(TASK INSTRUCTIONS) What follows is a set of records. Repeat every one of them exactly.
-------
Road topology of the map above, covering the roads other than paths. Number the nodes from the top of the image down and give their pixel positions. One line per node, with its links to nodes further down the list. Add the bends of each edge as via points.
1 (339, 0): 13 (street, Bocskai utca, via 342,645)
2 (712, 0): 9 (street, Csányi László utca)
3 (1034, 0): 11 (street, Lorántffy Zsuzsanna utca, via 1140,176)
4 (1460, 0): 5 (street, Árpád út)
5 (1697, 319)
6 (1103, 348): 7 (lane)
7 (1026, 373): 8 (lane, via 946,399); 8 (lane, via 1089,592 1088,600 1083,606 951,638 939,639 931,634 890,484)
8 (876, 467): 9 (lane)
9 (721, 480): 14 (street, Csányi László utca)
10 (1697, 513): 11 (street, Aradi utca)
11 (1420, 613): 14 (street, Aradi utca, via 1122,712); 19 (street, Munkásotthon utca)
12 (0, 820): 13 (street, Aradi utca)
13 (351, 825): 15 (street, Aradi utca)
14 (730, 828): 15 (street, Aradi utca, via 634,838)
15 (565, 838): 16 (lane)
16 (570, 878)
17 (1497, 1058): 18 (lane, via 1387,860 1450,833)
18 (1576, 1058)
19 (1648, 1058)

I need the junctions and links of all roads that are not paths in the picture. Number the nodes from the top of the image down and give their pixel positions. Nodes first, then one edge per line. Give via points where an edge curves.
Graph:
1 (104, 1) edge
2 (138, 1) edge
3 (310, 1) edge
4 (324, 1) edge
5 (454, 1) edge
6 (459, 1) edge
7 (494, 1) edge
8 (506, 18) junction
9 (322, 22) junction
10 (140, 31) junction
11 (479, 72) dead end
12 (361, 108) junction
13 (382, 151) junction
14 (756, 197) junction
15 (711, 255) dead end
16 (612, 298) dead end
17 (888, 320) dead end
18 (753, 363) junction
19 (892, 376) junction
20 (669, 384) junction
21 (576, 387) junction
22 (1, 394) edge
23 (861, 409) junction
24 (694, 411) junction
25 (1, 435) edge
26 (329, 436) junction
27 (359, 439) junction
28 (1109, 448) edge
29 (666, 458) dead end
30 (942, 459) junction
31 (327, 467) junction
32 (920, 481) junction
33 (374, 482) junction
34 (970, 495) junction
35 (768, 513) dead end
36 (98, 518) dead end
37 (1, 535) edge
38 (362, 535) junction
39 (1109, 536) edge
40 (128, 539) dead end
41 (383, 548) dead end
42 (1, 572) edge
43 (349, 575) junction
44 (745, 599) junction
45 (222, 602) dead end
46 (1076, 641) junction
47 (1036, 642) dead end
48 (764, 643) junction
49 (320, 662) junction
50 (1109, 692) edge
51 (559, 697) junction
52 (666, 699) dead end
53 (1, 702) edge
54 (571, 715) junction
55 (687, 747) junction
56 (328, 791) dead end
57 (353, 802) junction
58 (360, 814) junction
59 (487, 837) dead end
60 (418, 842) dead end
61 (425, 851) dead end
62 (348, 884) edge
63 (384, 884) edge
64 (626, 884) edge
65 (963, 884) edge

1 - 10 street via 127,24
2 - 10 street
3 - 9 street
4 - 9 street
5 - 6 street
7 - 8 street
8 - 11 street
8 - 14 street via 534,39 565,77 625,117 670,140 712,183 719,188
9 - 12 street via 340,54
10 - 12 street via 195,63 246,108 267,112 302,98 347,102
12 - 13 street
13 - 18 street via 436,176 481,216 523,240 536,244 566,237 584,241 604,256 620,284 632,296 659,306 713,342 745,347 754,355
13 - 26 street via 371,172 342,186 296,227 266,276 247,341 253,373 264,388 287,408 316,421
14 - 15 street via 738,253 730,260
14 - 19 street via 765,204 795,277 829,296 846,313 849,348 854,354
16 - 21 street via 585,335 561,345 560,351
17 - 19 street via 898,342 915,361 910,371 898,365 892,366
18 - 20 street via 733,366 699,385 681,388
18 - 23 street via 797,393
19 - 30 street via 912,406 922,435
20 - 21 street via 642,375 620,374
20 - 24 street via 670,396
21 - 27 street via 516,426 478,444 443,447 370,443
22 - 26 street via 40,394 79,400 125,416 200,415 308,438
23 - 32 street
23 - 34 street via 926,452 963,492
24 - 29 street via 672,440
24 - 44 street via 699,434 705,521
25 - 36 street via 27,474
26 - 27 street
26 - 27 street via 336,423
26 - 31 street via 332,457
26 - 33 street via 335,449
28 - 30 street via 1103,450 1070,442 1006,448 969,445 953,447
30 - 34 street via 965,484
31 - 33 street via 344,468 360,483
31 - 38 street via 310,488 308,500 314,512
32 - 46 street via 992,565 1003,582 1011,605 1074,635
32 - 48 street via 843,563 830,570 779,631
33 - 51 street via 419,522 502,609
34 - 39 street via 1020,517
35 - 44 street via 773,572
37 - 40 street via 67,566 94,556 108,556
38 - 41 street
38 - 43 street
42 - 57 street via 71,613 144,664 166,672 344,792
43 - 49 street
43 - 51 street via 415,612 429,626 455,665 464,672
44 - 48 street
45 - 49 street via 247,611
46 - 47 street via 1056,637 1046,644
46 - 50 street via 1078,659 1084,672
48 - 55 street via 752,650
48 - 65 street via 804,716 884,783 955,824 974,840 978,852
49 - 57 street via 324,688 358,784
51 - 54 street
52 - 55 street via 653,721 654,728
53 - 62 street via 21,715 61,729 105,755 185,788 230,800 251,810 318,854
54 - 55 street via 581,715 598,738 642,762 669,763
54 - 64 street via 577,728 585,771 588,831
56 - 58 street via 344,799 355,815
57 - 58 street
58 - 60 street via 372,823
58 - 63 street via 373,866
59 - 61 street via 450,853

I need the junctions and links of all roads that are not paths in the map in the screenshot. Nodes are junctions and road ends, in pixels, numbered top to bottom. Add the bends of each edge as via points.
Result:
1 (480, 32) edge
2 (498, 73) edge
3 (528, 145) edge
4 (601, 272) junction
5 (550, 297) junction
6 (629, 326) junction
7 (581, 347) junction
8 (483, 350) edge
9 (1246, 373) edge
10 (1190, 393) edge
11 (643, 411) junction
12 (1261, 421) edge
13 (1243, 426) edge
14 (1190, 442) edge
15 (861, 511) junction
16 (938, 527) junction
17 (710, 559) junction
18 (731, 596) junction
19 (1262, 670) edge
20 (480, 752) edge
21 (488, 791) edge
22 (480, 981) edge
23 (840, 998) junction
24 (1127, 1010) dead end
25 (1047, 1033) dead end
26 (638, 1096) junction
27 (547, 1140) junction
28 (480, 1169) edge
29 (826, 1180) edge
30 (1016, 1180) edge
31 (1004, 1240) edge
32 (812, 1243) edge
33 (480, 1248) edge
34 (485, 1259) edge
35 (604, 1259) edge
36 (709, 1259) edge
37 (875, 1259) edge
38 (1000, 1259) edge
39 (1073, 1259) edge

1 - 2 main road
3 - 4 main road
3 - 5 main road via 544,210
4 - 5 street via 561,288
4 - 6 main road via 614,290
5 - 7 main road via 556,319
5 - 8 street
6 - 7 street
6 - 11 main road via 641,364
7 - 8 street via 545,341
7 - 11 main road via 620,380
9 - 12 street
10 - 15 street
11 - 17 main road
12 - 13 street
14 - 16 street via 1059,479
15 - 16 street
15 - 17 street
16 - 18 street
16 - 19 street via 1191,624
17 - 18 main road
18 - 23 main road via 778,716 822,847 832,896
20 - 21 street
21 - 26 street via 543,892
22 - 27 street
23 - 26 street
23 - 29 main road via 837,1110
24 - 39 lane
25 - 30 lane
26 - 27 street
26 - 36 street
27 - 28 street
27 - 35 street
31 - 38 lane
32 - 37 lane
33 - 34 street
-------
(OUTPUT OF THE TASK)
Road topology of the map above, covering the roads other than paths. Number the nodes from the top of the image down and give their pixel positions. One line per node, with its links to nodes further down the list. Add the bends of each edge as via points.
1 (339, 0): 13 (street, Bocskai utca, via 342,645)
2 (712, 0): 9 (street, Csányi László utca)
3 (1034, 0): 11 (street, Lorántffy Zsuzsanna utca, via 1140,176)
4 (1460, 0): 5 (street, Árpád út)
5 (1697, 319)
6 (1103, 348): 7 (lane)
7 (1026, 373): 8 (lane, via 946,399); 8 (lane, via 1089,592 1088,600 1083,606 951,638 939,639 931,634 890,484)
8 (876, 467): 9 (lane)
9 (721, 480): 14 (street, Csányi László utca)
10 (1697, 513): 11 (street, Aradi utca)
11 (1420, 613): 14 (street, Aradi utca, via 1122,712); 19 (street, Munkásotthon utca)
12 (0, 820): 13 (street, Aradi utca)
13 (351, 825): 15 (street, Aradi utca)
14 (730, 828): 15 (street, Aradi utca, via 634,838)
15 (565, 838): 16 (lane)
16 (570, 878)
17 (1497, 1058): 18 (lane, via 1387,860 1450,833)
18 (1576, 1058)
19 (1648, 1058)

I need the junctions and links of all roads that are not paths in the picture. Number the nodes from the top of the image down and give their pixel positions. Nodes first, then one edge per line. Give via points where an edge curves.
Graph:
1 (104, 1) edge
2 (138, 1) edge
3 (310, 1) edge
4 (324, 1) edge
5 (454, 1) edge
6 (459, 1) edge
7 (494, 1) edge
8 (506, 18) junction
9 (322, 22) junction
10 (140, 31) junction
11 (479, 72) dead end
12 (361, 108) junction
13 (382, 151) junction
14 (756, 197) junction
15 (711, 255) dead end
16 (612, 298) dead end
17 (888, 320) dead end
18 (753, 363) junction
19 (892, 376) junction
20 (669, 384) junction
21 (576, 387) junction
22 (1, 394) edge
23 (861, 409) junction
24 (694, 411) junction
25 (1, 435) edge
26 (329, 436) junction
27 (359, 439) junction
28 (1109, 448) edge
29 (666, 458) dead end
30 (942, 459) junction
31 (327, 467) junction
32 (920, 481) junction
33 (374, 482) junction
34 (970, 495) junction
35 (768, 513) dead end
36 (98, 518) dead end
37 (1, 535) edge
38 (362, 535) junction
39 (1109, 536) edge
40 (128, 539) dead end
41 (383, 548) dead end
42 (1, 572) edge
43 (349, 575) junction
44 (745, 599) junction
45 (222, 602) dead end
46 (1076, 641) junction
47 (1036, 642) dead end
48 (764, 643) junction
49 (320, 662) junction
50 (1109, 692) edge
51 (559, 697) junction
52 (666, 699) dead end
53 (1, 702) edge
54 (571, 715) junction
55 (687, 747) junction
56 (328, 791) dead end
57 (353, 802) junction
58 (360, 814) junction
59 (487, 837) dead end
60 (418, 842) dead end
61 (425, 851) dead end
62 (348, 884) edge
63 (384, 884) edge
64 (626, 884) edge
65 (963, 884) edge

1 - 10 street via 127,24
2 - 10 street
3 - 9 street
4 - 9 street
5 - 6 street
7 - 8 street
8 - 11 street
8 - 14 street via 534,39 565,77 625,117 670,140 712,183 719,188
9 - 12 street via 340,54
10 - 12 street via 195,63 246,108 267,112 302,98 347,102
12 - 13 street
13 - 18 street via 436,176 481,216 523,240 536,244 566,237 584,241 604,256 620,284 632,296 659,306 713,342 745,347 754,355
13 - 26 street via 371,172 342,186 296,227 266,276 247,341 253,373 264,388 287,408 316,421
14 - 15 street via 738,253 730,260
14 - 19 street via 765,204 795,277 829,296 846,313 849,348 854,354
16 - 21 street via 585,335 561,345 560,351
17 - 19 street via 898,342 915,361 910,371 898,365 892,366
18 - 20 street via 733,366 699,385 681,388
18 - 23 street via 797,393
19 - 30 street via 912,406 922,435
20 - 21 street via 642,375 620,374
20 - 24 street via 670,396
21 - 27 street via 516,426 478,444 443,447 370,443
22 - 26 street via 40,394 79,400 125,416 200,415 308,438
23 - 32 street
23 - 34 street via 926,452 963,492
24 - 29 street via 672,440
24 - 44 street via 699,434 705,521
25 - 36 street via 27,474
26 - 27 street
26 - 27 street via 336,423
26 - 31 street via 332,457
26 - 33 street via 335,449
28 - 30 street via 1103,450 1070,442 1006,448 969,445 953,447
30 - 34 street via 965,484
31 - 33 street via 344,468 360,483
31 - 38 street via 310,488 308,500 314,512
32 - 46 street via 992,565 1003,582 1011,605 1074,635
32 - 48 street via 843,563 830,570 779,631
33 - 51 street via 419,522 502,609
34 - 39 street via 1020,517
35 - 44 street via 773,572
37 - 40 street via 67,566 94,556 108,556
38 - 41 street
38 - 43 street
42 - 57 street via 71,613 144,664 166,672 344,792
43 - 49 street
43 - 51 street via 415,612 429,626 455,665 464,672
44 - 48 street
45 - 49 street via 247,611
46 - 47 street via 1056,637 1046,644
46 - 50 street via 1078,659 1084,672
48 - 55 street via 752,650
48 - 65 street via 804,716 884,783 955,824 974,840 978,852
49 - 57 street via 324,688 358,784
51 - 54 street
52 - 55 street via 653,721 654,728
53 - 62 street via 21,715 61,729 105,755 185,788 230,800 251,810 318,854
54 - 55 street via 581,715 598,738 642,762 669,763
54 - 64 street via 577,728 585,771 588,831
56 - 58 street via 344,799 355,815
57 - 58 street
58 - 60 street via 372,823
58 - 63 street via 373,866
59 - 61 street via 450,853

I need the junctions and links of all roads that are not paths in the map in the screenshot. Nodes are junctions and road ends, in pixels, numbered top to bottom. Add the bends of each edge as via points.
Result:
1 (480, 32) edge
2 (498, 73) edge
3 (528, 145) edge
4 (601, 272) junction
5 (550, 297) junction
6 (629, 326) junction
7 (581, 347) junction
8 (483, 350) edge
9 (1246, 373) edge
10 (1190, 393) edge
11 (643, 411) junction
12 (1261, 421) edge
13 (1243, 426) edge
14 (1190, 442) edge
15 (861, 511) junction
16 (938, 527) junction
17 (710, 559) junction
18 (731, 596) junction
19 (1262, 670) edge
20 (480, 752) edge
21 (488, 791) edge
22 (480, 981) edge
23 (840, 998) junction
24 (1127, 1010) dead end
25 (1047, 1033) dead end
26 (638, 1096) junction
27 (547, 1140) junction
28 (480, 1169) edge
29 (826, 1180) edge
30 (1016, 1180) edge
31 (1004, 1240) edge
32 (812, 1243) edge
33 (480, 1248) edge
34 (485, 1259) edge
35 (604, 1259) edge
36 (709, 1259) edge
37 (875, 1259) edge
38 (1000, 1259) edge
39 (1073, 1259) edge

1 - 2 main road
3 - 4 main road
3 - 5 main road via 544,210
4 - 5 street via 561,288
4 - 6 main road via 614,290
5 - 7 main road via 556,319
5 - 8 street
6 - 7 street
6 - 11 main road via 641,364
7 - 8 street via 545,341
7 - 11 main road via 620,380
9 - 12 street
10 - 15 street
11 - 17 main road
12 - 13 street
14 - 16 street via 1059,479
15 - 16 street
15 - 17 street
16 - 18 street
16 - 19 street via 1191,624
17 - 18 main road
18 - 23 main road via 778,716 822,847 832,896
20 - 21 street
21 - 26 street via 543,892
22 - 27 street
23 - 26 street
23 - 29 main road via 837,1110
24 - 39 lane
25 - 30 lane
26 - 27 street
26 - 36 street
27 - 28 street
27 - 35 street
31 - 38 lane
32 - 37 lane
33 - 34 street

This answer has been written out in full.